Summers’ penetrating intellect combined with these political skills would have made him a good Washington economist and a decent manager. Yet these adjustments alone would never have been enough to make Summers either cabinet secretary or Harvard president material. Rubin provided the final molding necessary to hoist Summers into the big leagues.
From the beginning, Rubin’s influence manifested itself in the trust he placed in Summers and the responsibilities he delegated to him. Rubin, the former Wall Street insider, valued Summers for his experience as an economist. “People, myself included, realized that he brought two things to the table,” Rubin says. “First there was the quality of his mind and his understanding of policy.”
Second, though, was the recognition that Summers had the tools and instincts to think politically—his capacity to see, as Rubin explains, “who would care about something, how others may react, realizing how to present an issue in a persuasive way.”
Rubin made Summers a particularly active and powerful deputy.
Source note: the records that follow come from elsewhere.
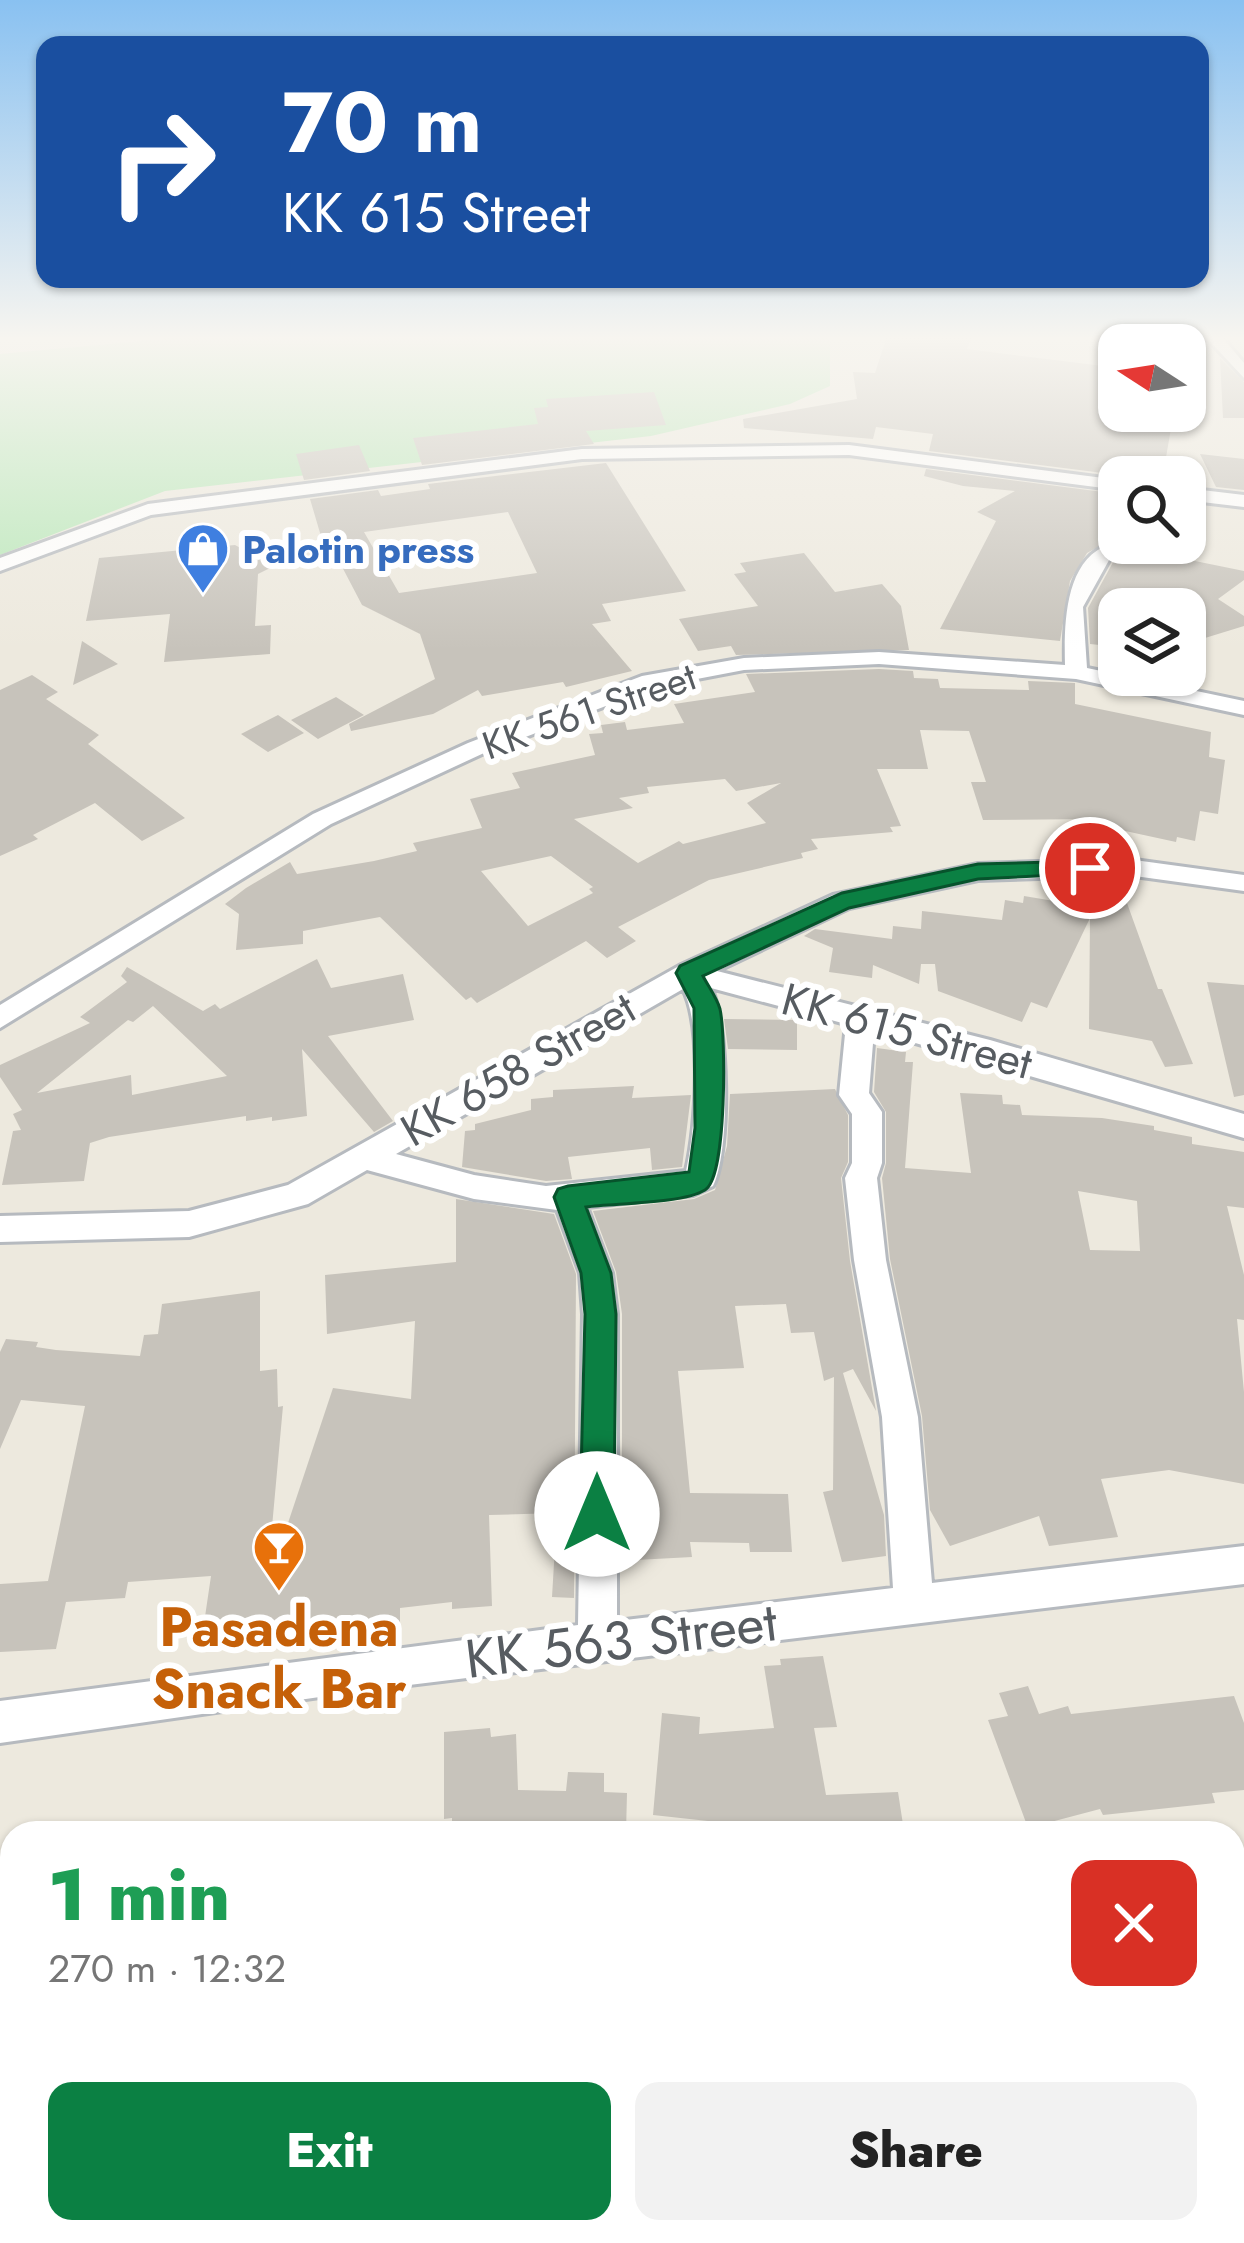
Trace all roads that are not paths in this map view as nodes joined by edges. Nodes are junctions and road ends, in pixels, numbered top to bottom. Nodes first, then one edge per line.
1 (1098, 482) edge
2 (1206, 497) edge
3 (1244, 502) edge
4 (1098, 562) edge
5 (0, 566) edge
6 (1076, 672) junction
7 (1244, 708) edge
8 (1243, 875) edge
9 (688, 973) junction
10 (0, 1018) edge
11 (861, 1018) junction
12 (1244, 1126) edge
13 (363, 1157) junction
14 (568, 1197) junction
15 (0, 1228) edge
16 (1244, 1565) edge
17 (914, 1604) junction
18 (597, 1642) junction
19 (0, 1722) edge

1 - 5 street
2 - 3 street
4 - 6 street
6 - 7 street, KK 561 Street
6 - 10 street, KK 561 Street
8 - 9 street, KK 658 Street
9 - 11 street, KK 615 Street
9 - 13 street, KK 658 Street
9 - 14 street
11 - 12 street, KK 615 Street
11 - 17 street
13 - 14 street
13 - 15 street, KK 658 Street
14 - 18 street
16 - 17 street, KK 563 Street
17 - 18 street, KK 563 Street
18 - 19 street, KK 563 Street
Summers attended principal’s meetings, with the cabinet-level heads of other organizations, in Rubin’s place. He was given nearly final authority on a variety of issues, chief among them social security reform. Summers describes working very closely with Rubin, and developing similar views on most subjects. As a result, Summers said, “People found they could get one-stop shopping.”
But Rubin’s greatest contributions to Summers’ professional advancement was on a personal level. Summers looked at Rubin, friends say, and decided that he was a model to emulate.
In contrast to Summers’ sometimes brash and impatient style, Rubin was mellow, calm and careful, someone who could really foster personal connections. The partnership with Rubin allowed Summers to see how to further refine his consultative skills, how to court and placate members of Congress, and others who might present obstacles.
But other aspects of this style were not so easily mimicked. Summers took to what Gruber describes as the “Rubin-esque, down home approach,” a mixture of phrases such as “in my opinion” and interjections of “gee.” The approach, said Gruber, “never really fit.” But eventually, Summers was able to effect this general smoothening, Gruber says, “without losing his edge.”